The field of research focuses on optimizing algorithms for training large language models (LLMs), which are essential for understanding and generating human language. These models are critical for various applications, including natural language processing and artificial intelligence. Training LLMs requires significant computational resources and memory, making optimizing these processes a high-priority area for researchers.
The primary problem addressed by this paper is the high memory demand of optimization algorithms used in training large language models. Specifically, the Adam optimizer, a standard in the field due to its superior performance, requires substantial memory to store optimizer states such as first-order and second-order momentum values. This memory demand doubles the necessary resources compared to the model size, creating a significant burden. As a result, training large models becomes expensive and less accessible to researchers with limited resources. Alternative methods like Adafactor attempt to reduce memory usage but often compromise performance, highlighting the need for more efficient solutions.

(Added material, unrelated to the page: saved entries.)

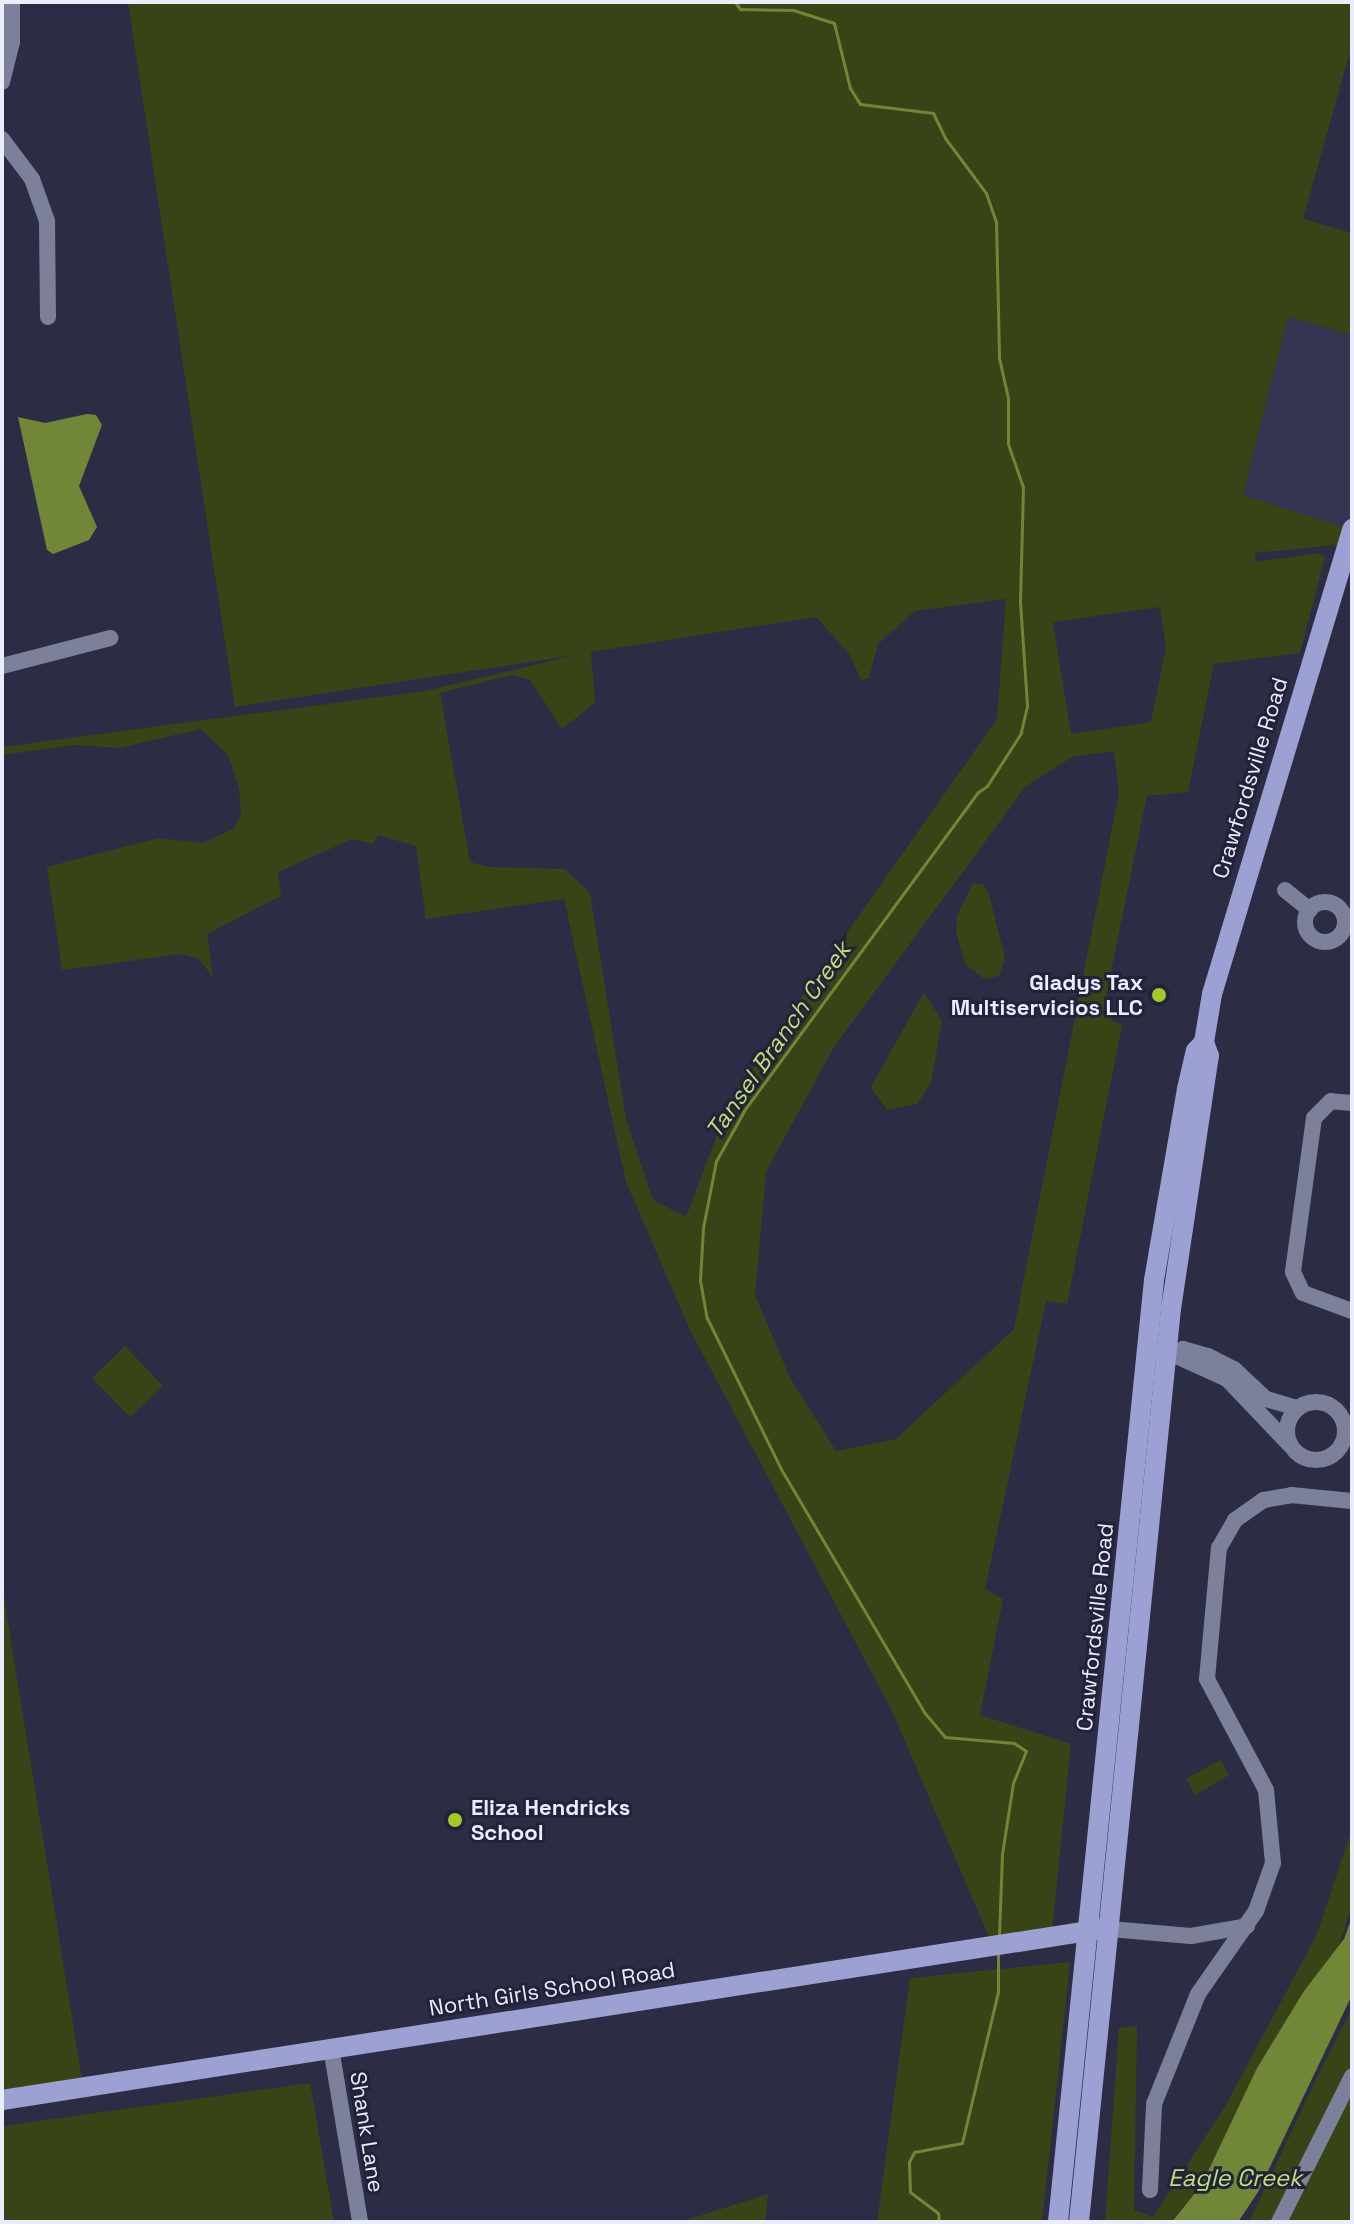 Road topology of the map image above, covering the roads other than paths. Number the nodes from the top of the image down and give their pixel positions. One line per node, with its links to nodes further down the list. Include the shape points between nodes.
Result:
1 (12, 2): 2 (street, via 12,42)
2 (2, 82)
3 (2, 139): 4 (street, via 32,179 44,212 50,250)
4 (48, 317)
5 (1352, 529): 11 (main road, Crawfordsville Road, via 1245,877)
6 (110, 638): 7 (street)
7 (2, 666)
8 (1285, 890): 9 (street)
9 (1310, 910): 10 (street, via 1323,902 1338,906); 10 (street, via 1306,927 1315,939)
10 (1347, 938)
11 (1204, 1042): 14 (main road, Crawfordsville Road, via 1196,1051 1176,1142); 15 (main road, Crawfordsville Road, via 1209,1056)
12 (1352, 1103): 13 (street, via 1331,1101 1317,1113 1294,1279 1309,1297)
13 (1352, 1311)
14 (1146, 1352): 15 (street); 22 (main road, Crawfordsville Road)
15 (1170, 1354): 16 (street, via 1183,1349 1218,1360 1266,1399); 19 (street, via 1227,1379); 23 (main road, Crawfordsville Road)
16 (1297, 1408): 17 (street, via 1321,1401); 19 (street, via 1287,1430)
17 (1346, 1413): 18 (street)
18 (1347, 1440): 19 (street, via 1317,1460)
19 (1293, 1449)
20 (1352, 1501): 21 (street, via 1291,1495 1264,1500 1235,1520 1219,1548 1207,1679 1262,1781 1274,1831 1271,1873)
21 (1247, 1926): 24 (street); 25 (street)
22 (1089, 1928): 23 (main road, North Girls School Road); 26 (main road, North Girls School Road); 31 (main road, Crawfordsville Road)
23 (1110, 1929): 24 (street); 30 (main road, Crawfordsville Road)
24 (1191, 1936): 25 (street)
25 (1228, 1954): 29 (street, via 1198,1994 1154,2104)
26 (331, 2048): 28 (main road, North Girls School Road); 32 (street, Shank Lane)
27 (1352, 2076): 33 (street)
28 (2, 2100)
29 (1150, 2190)
30 (1080, 2215)
31 (1059, 2217)
32 (360, 2222)
33 (1279, 2222) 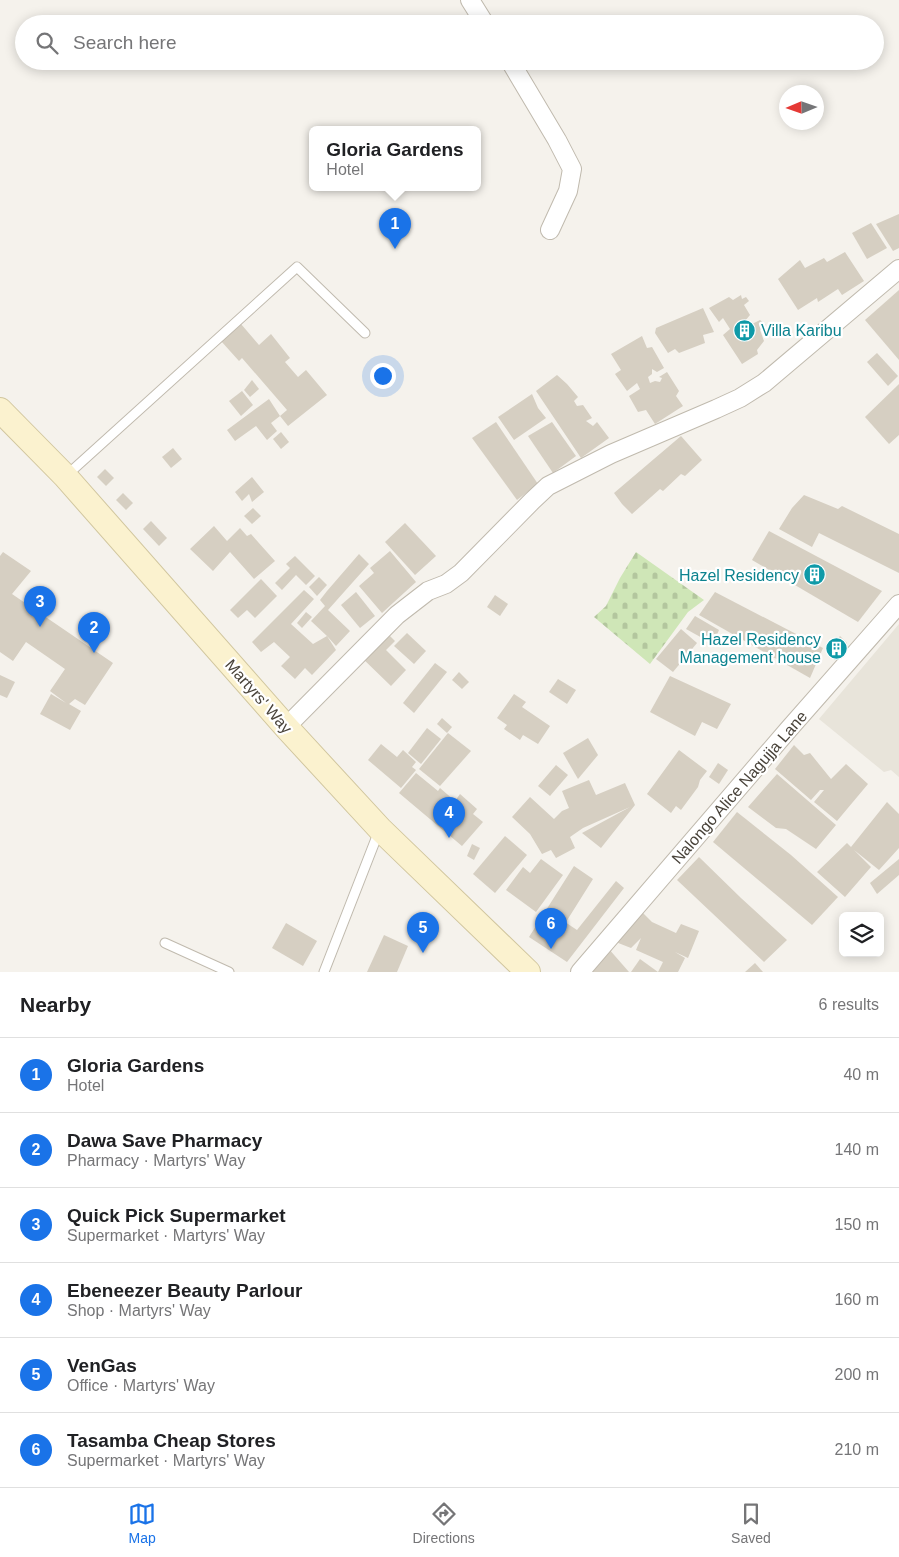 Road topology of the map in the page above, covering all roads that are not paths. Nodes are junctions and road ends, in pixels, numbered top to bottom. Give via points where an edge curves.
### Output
1 (470, 0) edge
2 (479, 15) edge
3 (515, 70) edge
4 (550, 230) dead end
5 (899, 269) edge
6 (364, 332) dead end
7 (0, 410) edge
8 (65, 476) junction
9 (899, 604) edge
10 (286, 727) junction
11 (380, 829) junction
12 (165, 943) dead end
13 (229, 972) edge
14 (324, 972) edge
15 (528, 972) edge
16 (580, 972) edge

1 - 2 street
3 - 4 street via 572,169 568,191
5 - 10 street via 764,382 740,398 611,454 548,486 461,573 428,591 396,615
6 - 8 lane via 297,267
7 - 8 main road, Martyrs' Way
8 - 10 main road, Martyrs' Way
9 - 16 street, Nalongo Alice Nagujja Lane
10 - 11 main road, Martyrs' Way
11 - 14 lane
11 - 15 main road, Martyrs' Way
12 - 13 lane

The Adam optimizer is widely used for training LLMs because of its ability to handle various model sizes and tasks effectively. However, Adam’s requirement for extensive memory to store its optimizer states, particularly the first-order and second-order momentums, poses a considerable challenge. For instance, training a 7 billion parameter model with Adam requires about 56 GB per card for these states alone, totaling 86 GB when gradients are included. This makes training prohibitively expensive, even with advanced graphical cards like the A100-80GB. Additionally, CPU-offloading and sharding are employed to manage this high memory requirement, increasing latency and slowing down the training process.
Researchers from The Chinese University of Hong Kong, Shenzhen, Shenzhen Research Institute of Big Data, Duke University, and Stanford University introduced Adam-mini, an optimizer designed to achieve similar or better performance than Adam while reducing memory usage by 45% to 50%. Adam-mini accomplishes this by partitioning model parameters into blocks based on the Hessian structure of transformers. Each block is then assigned a single high-quality learning rate, significantly reducing the number of learning rates from billions to a manageable number. This approach allows Adam-mini to maintain or even improve performance with a fraction of the memory required by Adam.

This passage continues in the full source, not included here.